| lists.openwall.net | lists / announce owl-users owl-dev john-users john-dev passwdqc-users yescrypt popa3d-users / oss-security kernel-hardening musl sabotage tlsify passwords / crypt-dev xvendor / Bugtraq Full-Disclosure linux-kernel linux-netdev linux-ext4 linux-hardening linux-cve-announce PHC | |
|
Open Source and information security mailing list archives
| ||
|
Date: Mon, 9 Oct 2017 13:23:43 +1000
From: Greg Ungerer <gerg@...ux-m68k.org>
To: Florian Fainelli <f.fainelli@...il.com>,
Vivien Didelot <vivien.didelot@...oirfairelinux.com>
Cc: "netdev@...r.kernel.org" <netdev@...r.kernel.org>,
Andrew Lunn <andrew@...n.ch>
Subject: Re: [PATCH] net: dsa: mv88e6xxx: rework in-chip bridging
Hi Florian,
On 07/10/17 13:04, Florian Fainelli wrote:
> Le 10/03/17 à 23:20, Greg Ungerer a écrit :
>> On Wed, Mar 29, 2017 at 04:30:16PM -0400, Vivien Didelot wrote:
>>> All ports -- internal and external, for chips featuring a PVT -- have a
>>> mask restricting to which internal ports a frame is allowed to egress.
>>>
>>> Now that DSA exposes the number of ports and their bridge devices, it is
>>> possible to extract the code generating the VLAN map and make it generic
>>> so that it can be shared later with the cross-chip bridging code.
>>
>> This patch changes the behavior of interfaces on startup if they are
>> not part of a bridge.
>>
>> I have a board with a Marvell 6350 switch with a device tree that sets
>> up the 5 ports as lan1, lan2, lan3, lan4, wan. With kernels before
>> this patch (so linux-4.12 and older) after system startup I could do:
>>
>> ifconfig lan1 192.168.0.1
>>
>> And then ping out that interface with no problems.
>>
>> After this patch is applied (effects linux-4.13 and newer) then the
>> ping fails:
>>
>> PING 192.168.0.22 (192.168.0.22) 56(84) bytes of data.

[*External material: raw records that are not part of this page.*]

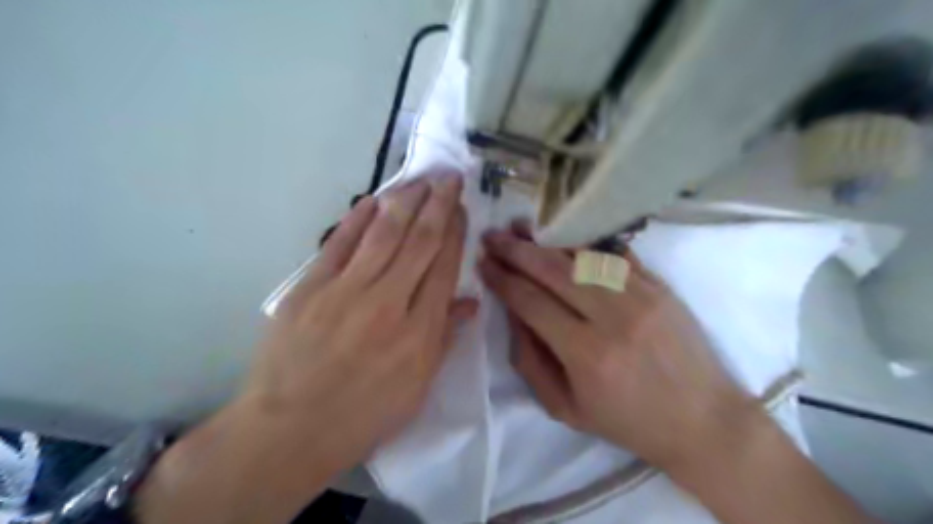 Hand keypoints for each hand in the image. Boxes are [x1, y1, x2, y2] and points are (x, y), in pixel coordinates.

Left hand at [140, 174, 477, 523]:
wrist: (288, 430)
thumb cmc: (362, 415)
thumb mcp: (418, 389)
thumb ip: (445, 339)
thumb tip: (469, 301)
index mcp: (419, 332)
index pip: (443, 267)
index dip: (455, 233)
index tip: (460, 209)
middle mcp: (388, 303)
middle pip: (419, 242)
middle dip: (437, 204)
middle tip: (448, 177)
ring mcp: (346, 291)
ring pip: (383, 234)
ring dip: (405, 201)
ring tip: (421, 179)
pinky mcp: (310, 288)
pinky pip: (339, 244)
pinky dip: (357, 218)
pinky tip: (373, 200)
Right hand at [476, 226, 753, 468]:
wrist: (704, 421)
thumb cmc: (629, 422)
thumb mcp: (565, 408)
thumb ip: (530, 362)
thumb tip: (513, 314)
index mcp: (587, 354)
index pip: (531, 302)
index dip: (502, 280)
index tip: (483, 263)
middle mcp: (614, 317)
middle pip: (553, 270)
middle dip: (516, 251)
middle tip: (492, 236)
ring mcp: (641, 295)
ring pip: (583, 256)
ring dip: (546, 239)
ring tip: (520, 227)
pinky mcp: (659, 287)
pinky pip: (615, 255)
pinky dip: (584, 242)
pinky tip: (563, 234)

>> From 192.168.0.1 icmp_seq=1 Destination Host Unreachable
>> From 192.168.0.1 icmp_seq=2 Destination Host Unreachable
>> From 192.168.0.1 icmp_seq=3 Destination Host Unreachable
>>
>> If I incorporate an interface into a bridge then it all works ok.
>> So simply:
>>
>> brctl addbr br0
>> brctl addif br0 lan1
>> ifconfig lan1 up
>> ifconfig br0 192.168.0.1
>>
>> Then pings out work as expected. And if I now remove that lan1
>> interface from the bridge and use it alone again then it will
>> now work ok:
>>
>> ifconfig br0 down
>> brctl delif br0 lan1
>> ifconfig lan1 192.168.0.1
>>
>> And that now pings ok.
>>
>> I fixed this with the attached patch. It is probably not the correct
>> approach, but it does restore the older behavior.
>>
>> What do you think?
>
> This is strange, the dsa_switch_tree and its associated dsa_switch
> instances should be fully setup by the time ops->setup() is running in
> your driver but your patch suggests this may not be happening?
That is what I am seeing, yep.
> Are you using the new style Device Tree binding or the old style Device
> Tree binding out of curiosity?
This is my device tree fragment for the switch:
dsa@0 {
compatible = "marvell,dsa";
#address-cells = <2>;
#size-cells = <0>;
dsa,ethernet = <ð0>;
dsa,mii-bus = <&mdio>;
switch@0 {
#address-cells = <1>;
#size-cells = <0>;
reg = <0x11 0>;
port@0 {
reg = <0>;
label = "lan1";
};
port@1 {
reg = <1>;
label = "lan2";
};
port@2 {
reg = <2>;
label = "lan3";
};
port@3 {
reg = <3>;
label = "lan4";
};
port@4 {
reg = <4>;
label = "wan";
};
port@5 {
reg = <5>;
label = "cpu";
};
};
};
The board I am using is based around an Marvell Armada 370. This device tree
setup looks pretty similar to the other Marvell boards using marvell,dsa.
Regards
Greg
>>> Signed-off-by: Vivien Didelot <vivien.dide...@...oirfairelinux.com>
>>> ---
>>> drivers/net/dsa/mv88e6xxx/chip.c | 53 ++++++++++++++++++++++++++--------------
>>> 1 file changed, 34 insertions(+), 19 deletions(-)
>>>
>>> diff --git a/drivers/net/dsa/mv88e6xxx/chip.c b/drivers/net/dsa/mv88e6xxx/chip.c
>>> index b114bf8e6a11..e5165831e8b5 100644
>>> --- a/drivers/net/dsa/mv88e6xxx/chip.c
>>> +++ b/drivers/net/dsa/mv88e6xxx/chip.c
>>> @@ -1123,27 +1123,42 @@ static int mv88e6xxx_set_eee(struct dsa_switch *ds, int
>>> port,
>>> return err;
>>> }
>>>
>>> +static u16 mv88e6xxx_port_vlan(struct mv88e6xxx_chip *chip, int dev, int port)
>>> +{
>>> + struct dsa_switch *ds = NULL;
>>> + struct net_device *br;
>>> + u16 pvlan;
>>> + int i;
>>> +
>>> + if (dev < DSA_MAX_SWITCHES)
>>> + ds = chip->ds->dst->ds[dev];
>>> +
>>> + /* Prevent frames from unknown switch or port */
>>> + if (!ds || port >= ds->num_ports)
>>> + return 0;
>>> +
>>> + /* Frames from DSA links and CPU ports can egress any local port */
>>> + if (dsa_is_cpu_port(ds, port) || dsa_is_dsa_port(ds, port))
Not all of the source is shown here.